EXTRACTED RECORDS =>
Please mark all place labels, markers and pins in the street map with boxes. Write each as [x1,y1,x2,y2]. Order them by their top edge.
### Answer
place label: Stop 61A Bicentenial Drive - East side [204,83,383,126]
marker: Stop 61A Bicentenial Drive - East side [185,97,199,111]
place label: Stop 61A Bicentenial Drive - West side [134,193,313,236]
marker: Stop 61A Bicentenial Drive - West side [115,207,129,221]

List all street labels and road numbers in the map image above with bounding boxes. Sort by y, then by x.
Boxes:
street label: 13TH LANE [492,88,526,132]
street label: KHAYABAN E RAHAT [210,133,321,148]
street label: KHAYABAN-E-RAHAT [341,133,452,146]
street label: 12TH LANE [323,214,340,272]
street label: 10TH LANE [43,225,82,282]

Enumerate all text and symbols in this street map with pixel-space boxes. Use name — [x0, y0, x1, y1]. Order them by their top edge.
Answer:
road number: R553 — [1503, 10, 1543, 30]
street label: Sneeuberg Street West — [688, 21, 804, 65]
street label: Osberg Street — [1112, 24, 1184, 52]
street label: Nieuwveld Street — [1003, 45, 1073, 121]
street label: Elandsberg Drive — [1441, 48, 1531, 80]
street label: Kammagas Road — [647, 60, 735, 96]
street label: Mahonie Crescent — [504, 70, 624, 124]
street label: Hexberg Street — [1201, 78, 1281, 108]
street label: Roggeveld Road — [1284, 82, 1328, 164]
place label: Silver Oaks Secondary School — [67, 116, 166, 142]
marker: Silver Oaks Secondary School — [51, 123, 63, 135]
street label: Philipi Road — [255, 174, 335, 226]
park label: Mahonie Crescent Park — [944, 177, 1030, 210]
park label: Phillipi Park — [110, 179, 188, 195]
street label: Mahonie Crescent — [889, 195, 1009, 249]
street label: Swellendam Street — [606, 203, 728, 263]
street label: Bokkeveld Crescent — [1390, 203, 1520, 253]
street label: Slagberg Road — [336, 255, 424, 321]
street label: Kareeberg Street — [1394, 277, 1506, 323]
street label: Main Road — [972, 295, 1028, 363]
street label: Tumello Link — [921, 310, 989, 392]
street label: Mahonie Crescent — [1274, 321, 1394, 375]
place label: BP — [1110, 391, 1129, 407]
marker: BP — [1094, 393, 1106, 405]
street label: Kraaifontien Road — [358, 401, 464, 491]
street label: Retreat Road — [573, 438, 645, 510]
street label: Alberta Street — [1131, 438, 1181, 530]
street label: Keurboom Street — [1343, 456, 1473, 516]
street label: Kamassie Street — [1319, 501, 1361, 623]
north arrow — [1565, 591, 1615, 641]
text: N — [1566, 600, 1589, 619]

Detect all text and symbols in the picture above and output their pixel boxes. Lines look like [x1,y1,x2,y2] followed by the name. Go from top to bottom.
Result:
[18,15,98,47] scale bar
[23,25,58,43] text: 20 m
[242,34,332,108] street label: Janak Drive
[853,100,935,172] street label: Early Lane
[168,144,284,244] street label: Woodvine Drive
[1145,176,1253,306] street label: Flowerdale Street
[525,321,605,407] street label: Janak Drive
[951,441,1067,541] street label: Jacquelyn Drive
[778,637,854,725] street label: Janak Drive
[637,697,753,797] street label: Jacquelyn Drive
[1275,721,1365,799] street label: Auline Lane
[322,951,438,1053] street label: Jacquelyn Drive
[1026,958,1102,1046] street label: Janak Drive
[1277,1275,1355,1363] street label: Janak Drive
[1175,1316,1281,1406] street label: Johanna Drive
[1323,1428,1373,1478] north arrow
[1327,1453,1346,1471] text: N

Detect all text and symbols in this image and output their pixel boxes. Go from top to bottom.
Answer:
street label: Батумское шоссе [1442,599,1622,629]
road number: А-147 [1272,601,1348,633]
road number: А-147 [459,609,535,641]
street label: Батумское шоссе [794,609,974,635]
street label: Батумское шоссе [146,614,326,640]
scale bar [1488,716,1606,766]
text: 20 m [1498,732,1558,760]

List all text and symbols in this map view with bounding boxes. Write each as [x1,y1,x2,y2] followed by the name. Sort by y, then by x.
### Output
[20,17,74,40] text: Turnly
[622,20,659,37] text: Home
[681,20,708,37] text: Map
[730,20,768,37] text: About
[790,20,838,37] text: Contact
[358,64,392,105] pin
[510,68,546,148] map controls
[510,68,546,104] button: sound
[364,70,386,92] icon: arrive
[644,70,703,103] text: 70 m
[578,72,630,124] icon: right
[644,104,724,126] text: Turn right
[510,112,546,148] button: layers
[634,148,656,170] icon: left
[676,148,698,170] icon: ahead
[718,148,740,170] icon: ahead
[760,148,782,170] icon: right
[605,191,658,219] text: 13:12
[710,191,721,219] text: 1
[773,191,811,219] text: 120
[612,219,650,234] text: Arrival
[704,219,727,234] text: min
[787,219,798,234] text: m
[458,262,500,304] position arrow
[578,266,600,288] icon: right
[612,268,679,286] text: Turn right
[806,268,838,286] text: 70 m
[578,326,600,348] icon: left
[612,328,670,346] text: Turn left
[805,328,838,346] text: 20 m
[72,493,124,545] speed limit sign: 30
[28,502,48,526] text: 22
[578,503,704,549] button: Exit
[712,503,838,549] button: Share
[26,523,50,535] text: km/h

TASK INSTRUCTIONS =>
Copy out only the lines of the records above from the one with "Detect all text and symbols in the" through the one with "List all text", exactly as they stand, both included.

RESULT =>
Detect all text and symbols in the picture above and output their pixel boxes. Lines look like [x1,y1,x2,y2] followed by the name. Go from top to bottom.
Result:
[18,15,98,47] scale bar
[23,25,58,43] text: 20 m
[242,34,332,108] street label: Janak Drive
[853,100,935,172] street label: Early Lane
[168,144,284,244] street label: Woodvine Drive
[1145,176,1253,306] street label: Flowerdale Street
[525,321,605,407] street label: Janak Drive
[951,441,1067,541] street label: Jacquelyn Drive
[778,637,854,725] street label: Janak Drive
[637,697,753,797] street label: Jacquelyn Drive
[1275,721,1365,799] street label: Auline Lane
[322,951,438,1053] street label: Jacquelyn Drive
[1026,958,1102,1046] street label: Janak Drive
[1277,1275,1355,1363] street label: Janak Drive
[1175,1316,1281,1406] street label: Johanna Drive
[1323,1428,1373,1478] north arrow
[1327,1453,1346,1471] text: N

Detect all text and symbols in this image and output their pixel boxes. Go from top to bottom.
Answer:
street label: Батумское шоссе [1442,599,1622,629]
road number: А-147 [1272,601,1348,633]
road number: А-147 [459,609,535,641]
street label: Батумское шоссе [794,609,974,635]
street label: Батумское шоссе [146,614,326,640]
scale bar [1488,716,1606,766]
text: 20 m [1498,732,1558,760]

List all text and symbols in this map view with bounding boxes. Write each as [x1,y1,x2,y2] followed by the name. Sort by y, then by x.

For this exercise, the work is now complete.